In this answer, is was suggested that the UNIX way of adding a ! in front of the password field would work. I claim that this is not a clean solution. It will not make logins impossible, but merely it changes the password to the literal content of the password field (of which the first character is !).

For example, assume the password field now looks like this:

!{CRYPT}$6$rounds=1000000$xxx$yyy

Here, xxx stands for the salt, and yyy for the hash.
That string will now be the user's password. For many practical purposes, this means the user cannot log in anymore, since she does not know her salt. But, in theory, by guessing the salt, login is still possible. Even worse, if an attacker obtains the LDAP database, he can now easily log in to this "locked" account, since hashing apparently is no longer used.
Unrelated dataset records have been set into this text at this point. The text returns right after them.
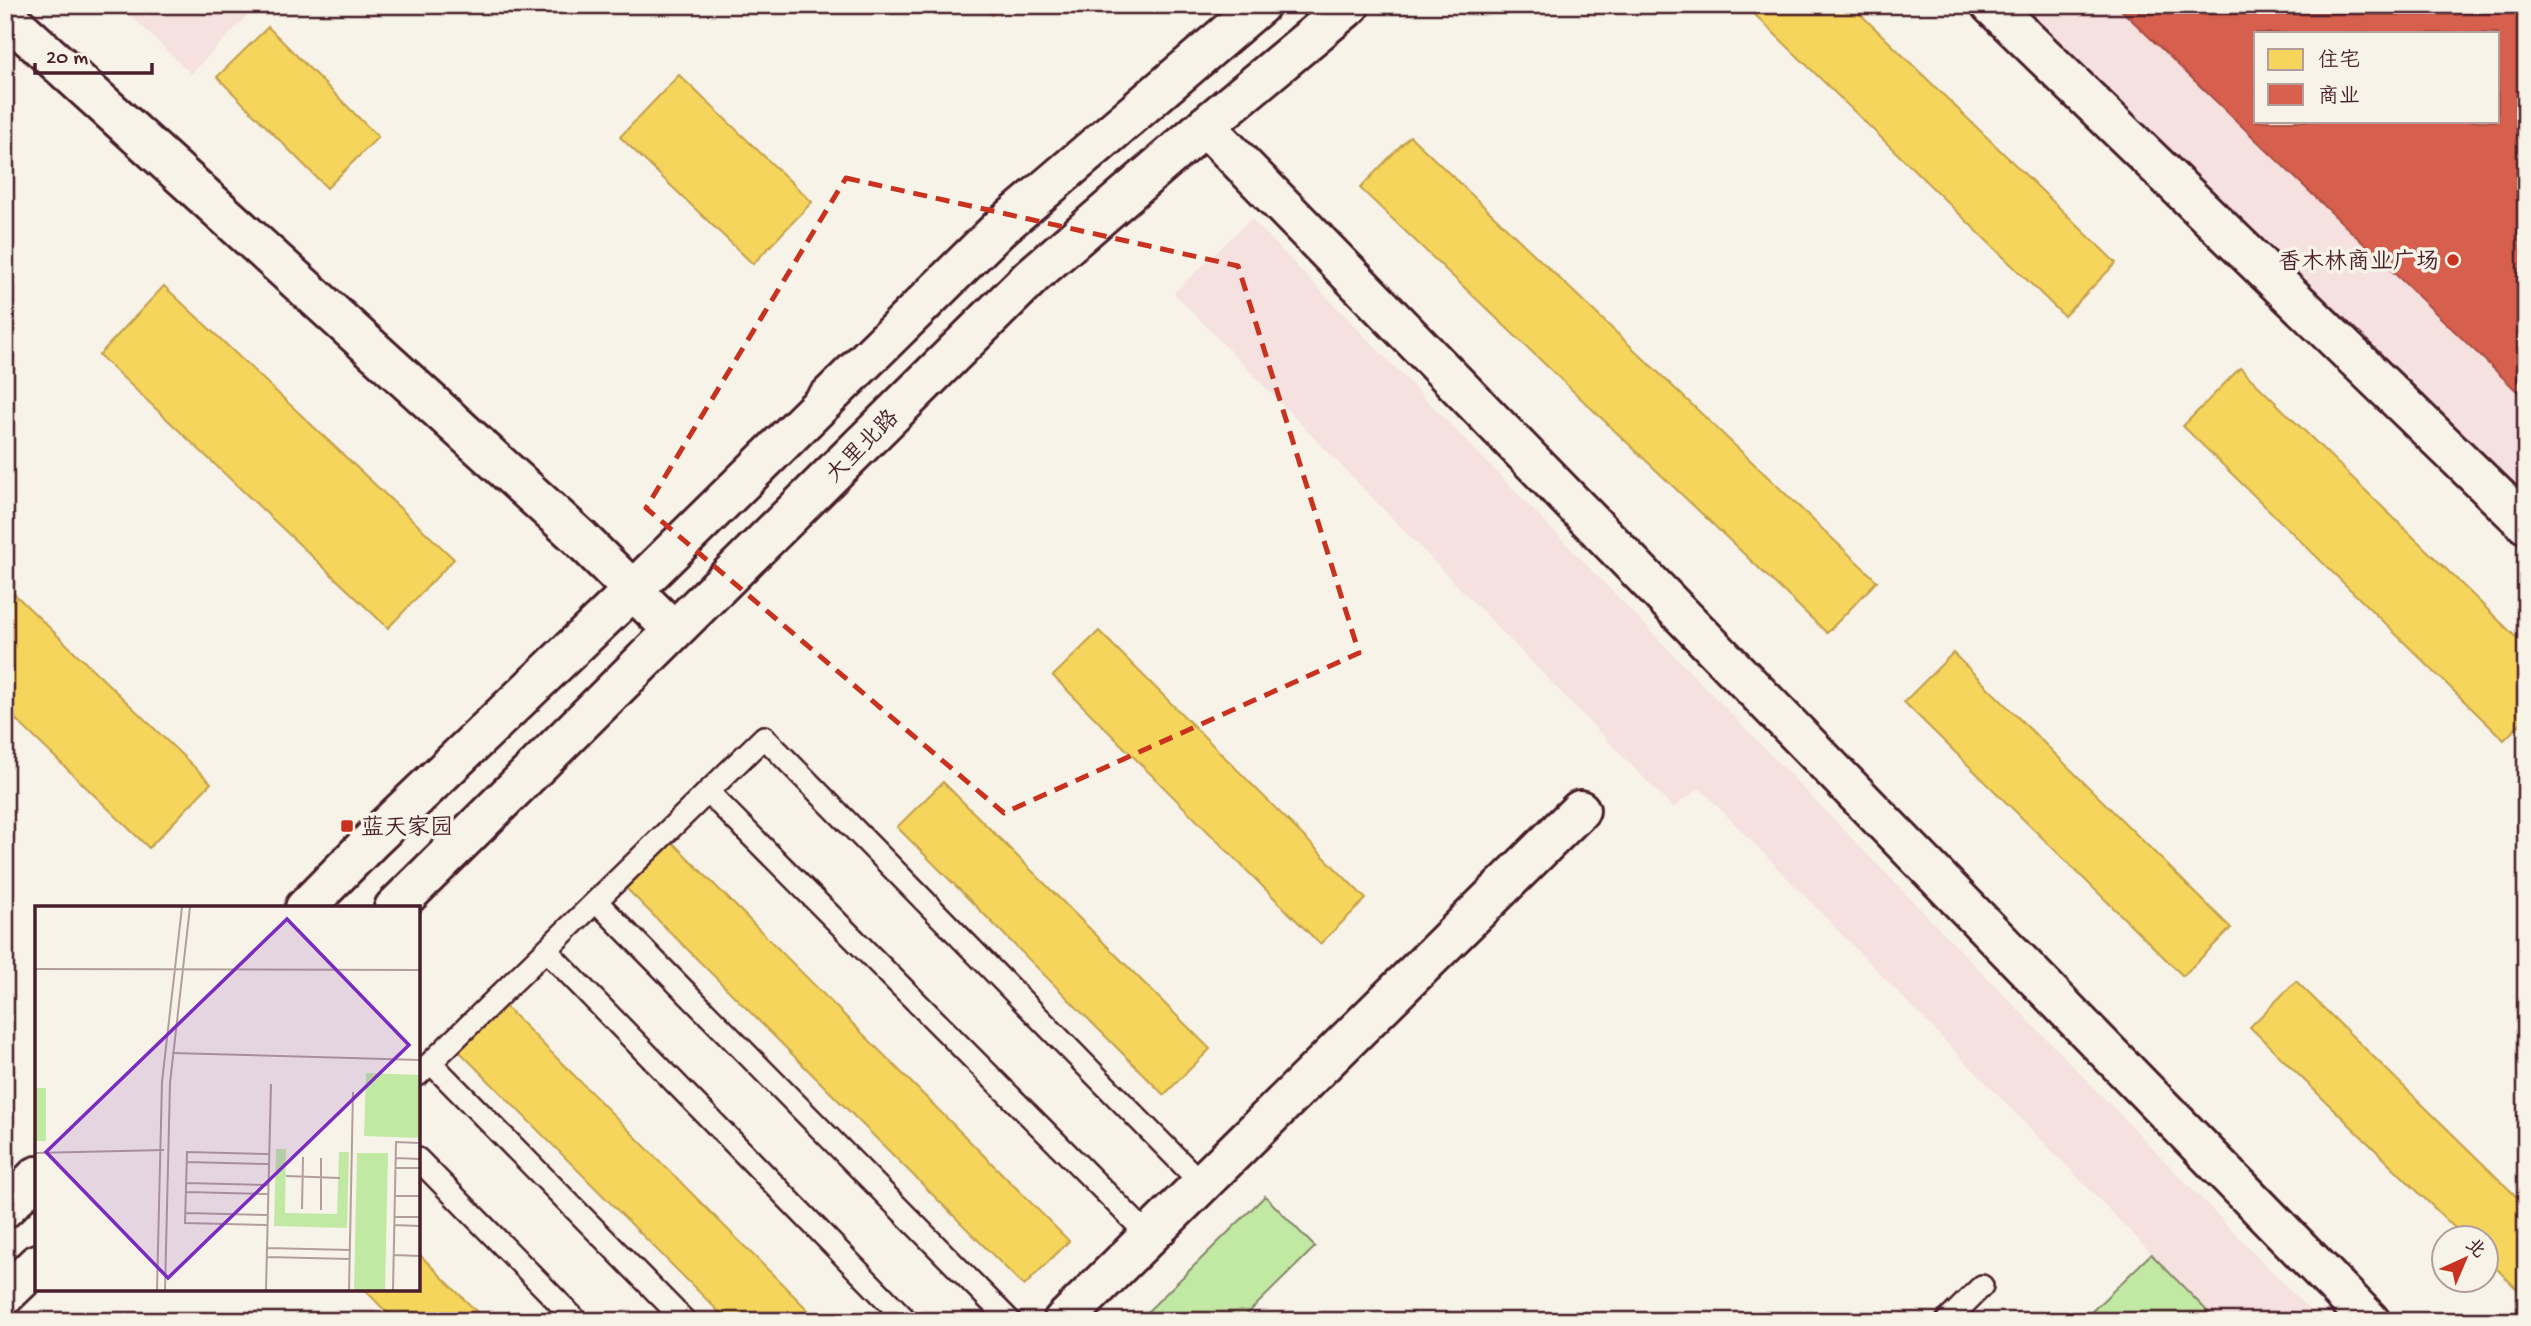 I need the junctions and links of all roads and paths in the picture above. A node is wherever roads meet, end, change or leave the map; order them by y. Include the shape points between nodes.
1 (1260, 5) edge
2 (1350, 5) edge
3 (1991, 5) edge
4 (5, 15) edge
5 (1205, 126) junction
6 (2526, 524) edge
7 (633, 590) junction
8 (673, 630) junction
9 (708, 792) junction
10 (1580, 810) dead end
11 (596, 901) junction
12 (306, 906) edge
13 (396, 906) edge
14 (547, 950) junction
15 (425, 1069) edge
16 (420, 1160) edge
17 (35, 1178) edge
18 (1202, 1184) junction
19 (5, 1208) edge
20 (1149, 1236) junction
21 (35, 1266) edge
22 (1982, 1286) dead end
23 (5, 1295) edge
24 (578, 1321) edge
25 (685, 1321) edge
26 (908, 1321) edge
27 (1010, 1321) edge
28 (1063, 1321) edge
29 (1947, 1321) edge
30 (2370, 1321) edge

1 - 7 street via 1000,228
2 - 5 street, 大里北路
3 - 6 street
4 - 7 street
5 - 8 street, 大里北路 via 1032,276
5 - 30 street
7 - 8 street
7 - 12 street
8 - 13 street, 大里北路
9 - 11 lane
9 - 18 lane via 764,737
9 - 20 lane
10 - 18 street
11 - 14 lane
11 - 27 lane
14 - 15 lane
14 - 26 lane
15 - 25 lane
16 - 24 lane
17 - 19 street
18 - 20 street
20 - 28 street
21 - 23 street
22 - 29 lane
How can it be done instead?

Best Answer

Change the password field to the following:

{CRYPT}!$6$rounds=1000000$xxx$yyy

Or the following:

{CRYPT}$6$rounds=1000000$xxx$!yyy

According to my tests, this makes password authentication impossible.

It does not, however, cover other ways of authentication, for example with an SSH key. In order to cover those, at least the shell should be set to /bin/false. I strongly recommend to combine this with another measure. In the comments, it was suggested to disable ~/.ssh/authorized_keys. A probably safer way is to change the primary group of the user to a group that is not allowed to SSH into the machine (the DenyGroups or AllowGroups feature of SSHD can be used for this).